The Club de la Unión is a non-profit Peruvian civil association which was founded on October 10, 1868. Its founders include such notable historical figures such as admiral Miguel Grau, colonel Alfonso Ugarte, and colonel Francisco Bolognesi, many of which would later go on to serve in the Peruvian military during the War of the Pacific.

Infrastructure
Currently, the Club de la Unión is headquartered in the heart of the Historic center of Lima on the Plaza Mayor.

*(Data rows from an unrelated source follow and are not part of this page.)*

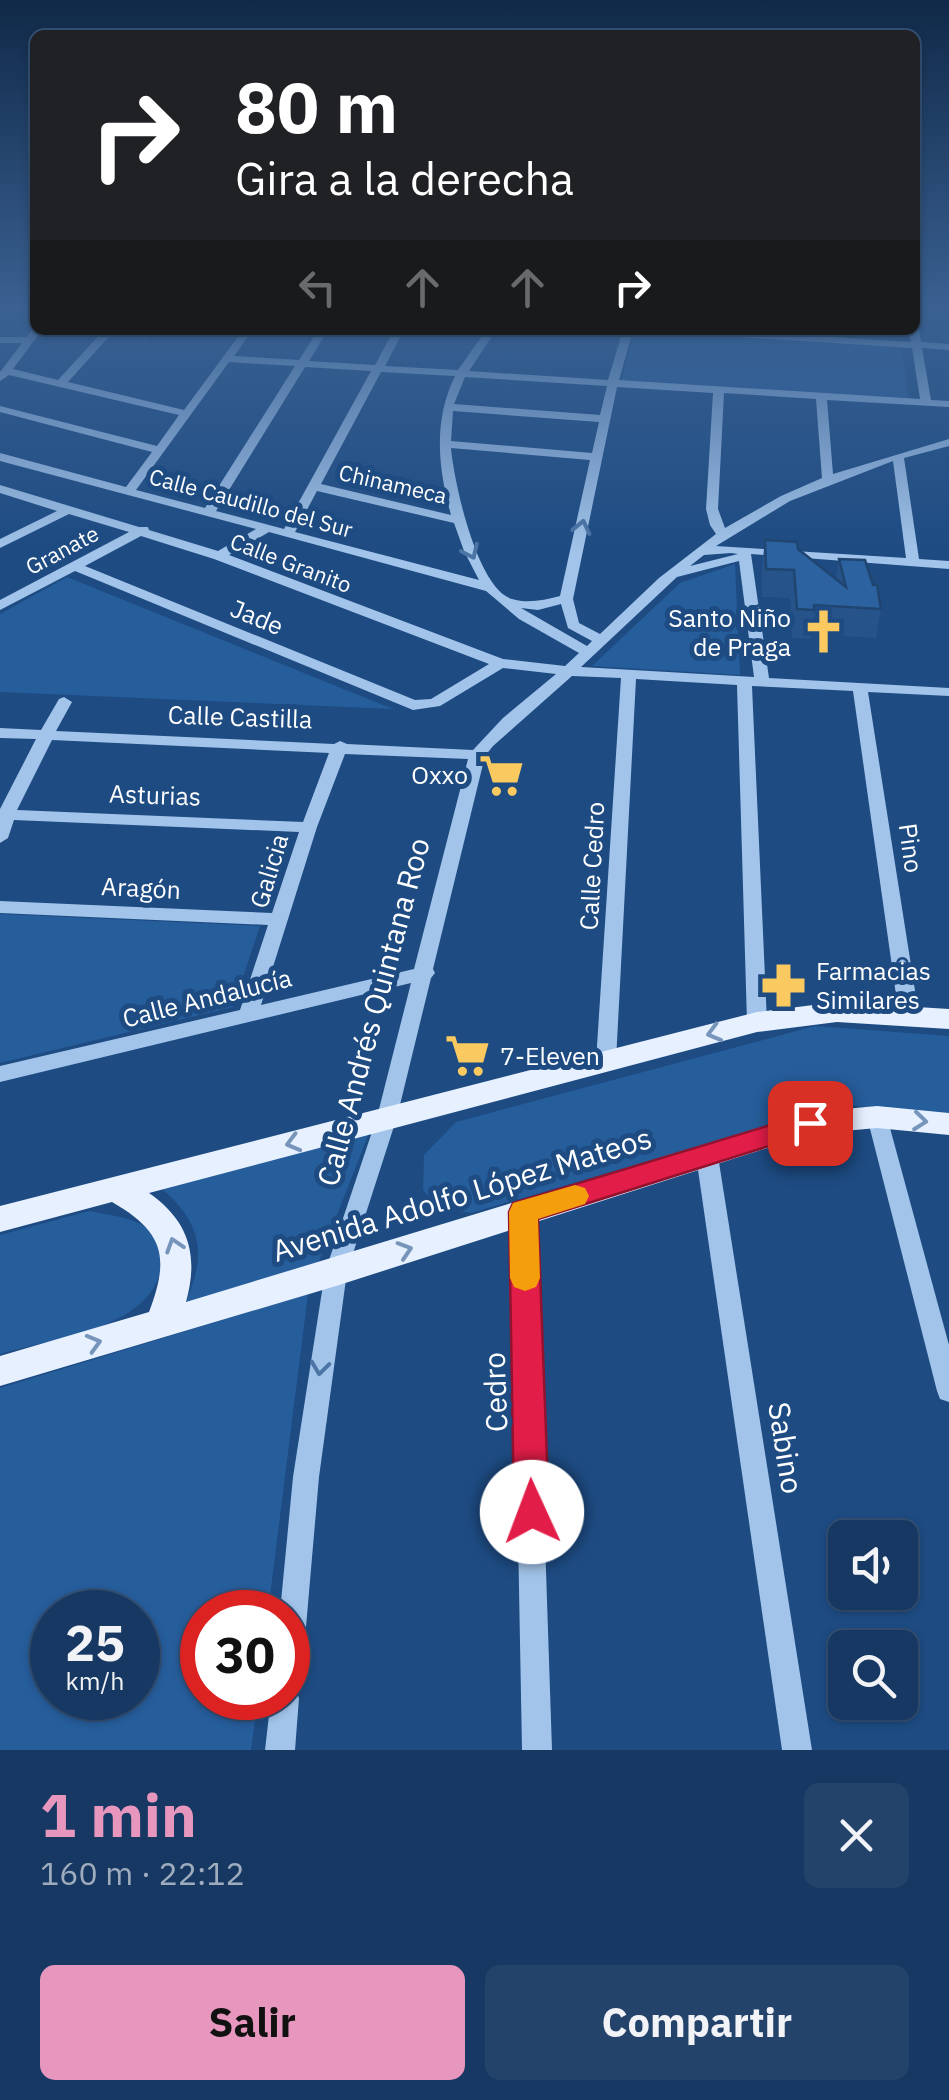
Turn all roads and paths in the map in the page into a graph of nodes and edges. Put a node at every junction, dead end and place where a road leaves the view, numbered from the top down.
1 (92, 390) edge
2 (203, 390) edge
3 (285, 390) edge
4 (369, 390) edge
5 (454, 390) edge
6 (611, 390) edge
7 (715, 390) edge
8 (719, 390) junction
9 (924, 390) edge
10 (821, 396) junction
11 (926, 403) junction
12 (949, 404) edge
13 (448, 407) junction
14 (0, 409) edge
15 (184, 413) junction
16 (606, 418) junction
17 (949, 442) edge
18 (446, 444) junction
19 (160, 450) junction
20 (898, 456) junction
21 (0, 457) edge
22 (598, 457) junction
23 (828, 480) junction
24 (317, 487) junction
25 (0, 488) edge
26 (129, 491) junction
27 (70, 509) junction
28 (209, 512) junction
29 (460, 521) junction
30 (267, 528) junction
31 (143, 530) junction
32 (288, 533) junction
33 (724, 535) junction
34 (0, 544) edge
35 (699, 552) junction
36 (744, 554) junction
37 (219, 556) junction
38 (913, 562) junction
39 (949, 565) edge
40 (74, 566) junction
41 (672, 574) junction
42 (492, 588) junction
43 (566, 599) junction
44 (507, 602) junction
45 (0, 606) edge
46 (594, 646) junction
47 (500, 663) junction
48 (568, 671) junction
49 (629, 674) junction
50 (753, 680) junction
51 (860, 687) junction
52 (949, 692) edge
53 (64, 702) dead end
54 (0, 733) edge
55 (45, 735) junction
56 (340, 746) junction
57 (477, 754) junction
58 (4, 814) edge
59 (308, 828) junction
60 (0, 838) edge
61 (0, 906) edge
62 (280, 919) junction
63 (426, 973) junction
64 (249, 1012) junction
65 (908, 1016) junction
66 (949, 1019) edge
67 (757, 1022) junction
68 (606, 1061) junction
69 (0, 1074) edge
70 (877, 1116) junction
71 (387, 1117) junction
72 (949, 1124) edge
73 (707, 1156) junction
74 (117, 1190) junction
75 (523, 1212) junction
76 (0, 1218) edge
77 (336, 1272) junction
78 (160, 1324) junction
79 (0, 1371) edge
80 (949, 1391) edge
81 (296, 1590) edge
82 (283, 1720) edge
83 (280, 1750) edge
84 (537, 1750) edge
85 (797, 1750) edge

1 - 15 street
2 - 15 street
3 - 28 street
4 - 24 street
5 - 13 street
6 - 16 street
7 - 8 street
8 - 10 street
8 - 33 street
9 - 11 street
10 - 11 street
10 - 23 street
11 - 12 street
13 - 16 street
13 - 18 street
14 - 19 street
15 - 19 street
16 - 22 street
17 - 20 street
18 - 22 street
18 - 29 street
19 - 26 street
20 - 23 street
20 - 38 street
21 - 26 street, Calle Caudillo del Sur
43 -> 22 street
23 - 33 street
24 - 29 street, Chinameca
24 - 32 street
25 - 27 street, Calle Granito
26 - 28 street, Calle Caudillo del Sur
27 - 31 street, Calle Granito
27 - 34 street
28 - 30 street, Calle Caudillo del Sur
29 -> 42 street
30 - 32 street, Calle Caudillo del Sur
30 - 37 street
31 - 37 street, Calle Granito
31 - 40 street, Granate
32 - 42 street, Calle Caudillo del Sur
33 - 35 street
35 - 36 street
35 - 41 street
36 - 38 street
36 - 41 street
36 - 50 street
37 - 47 street, Calle Granito
38 - 39 street
40 - 45 street, Granate
40 - 47 street, Jade
41 - 46 street
42 - 44 street
43 - 44 street
43 - 46 street
44 - 46 street
46 - 48 street
47 - 48 street, Calle Granito
48 - 49 street, Calle Granito
48 - 57 street
49 - 50 street, Calle Granito
49 - 68 street, Calle Cedro
50 - 51 street, Calle Granito
50 - 67 street
51 - 52 street, Calle Granito
51 - 65 street, Pino
53 - 55 street
54 - 55 street, Calle Castilla
55 - 56 street, Calle Castilla
55 - 58 street
56 - 57 street, Calle Castilla
56 - 59 street, Galicia
57 - 63 street, Calle Andrés Quintana Roo
58 - 59 street, Asturias
58 - 60 street
59 - 62 street, Galicia
61 - 62 street, Aragón
62 - 64 street, Galicia
63 - 64 street, Calle Andalucía
63 - 71 street, Calle Andrés Quintana Roo
64 - 69 street, Calle Andalucía
65 - 66 main road
65 - 67 main road
67 -> 68 main road
68 - 71 main road
70 -> 72 main road, Avenida Adolfo López Mateos
70 - 73 main road, Avenida Adolfo López Mateos
70 - 80 street
71 -> 74 main road
71 - 77 street, Calle Andrés Quintana Roo
73 - 75 main road, Avenida Adolfo López Mateos
73 - 85 street, Sabino
74 - 76 main road
78 -> 74 main road
77 -> 75 main road, Avenida Adolfo López Mateos
75 - 84 street, Cedro
77 - 78 main road, Avenida Adolfo López Mateos
77 -> 81 street, Calle Andrés Quintana Roo
79 -> 78 main road, Avenida Adolfo López Mateos
82 - 83 street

Its offices occupy the Palacio de la Unión which is located at the intersection of the Jirón de la Unión and the Jiron Huallaga. 

The Palacio de la Unión was inaugurated in 1942 and is considered a Monument of National Heritage by the National Institute of Culture and along with the Government Palace, Cathedral of Lima, Archbishop's Palace and the Municipal Palace of Lima forms the Plaza Mayor of Lima. 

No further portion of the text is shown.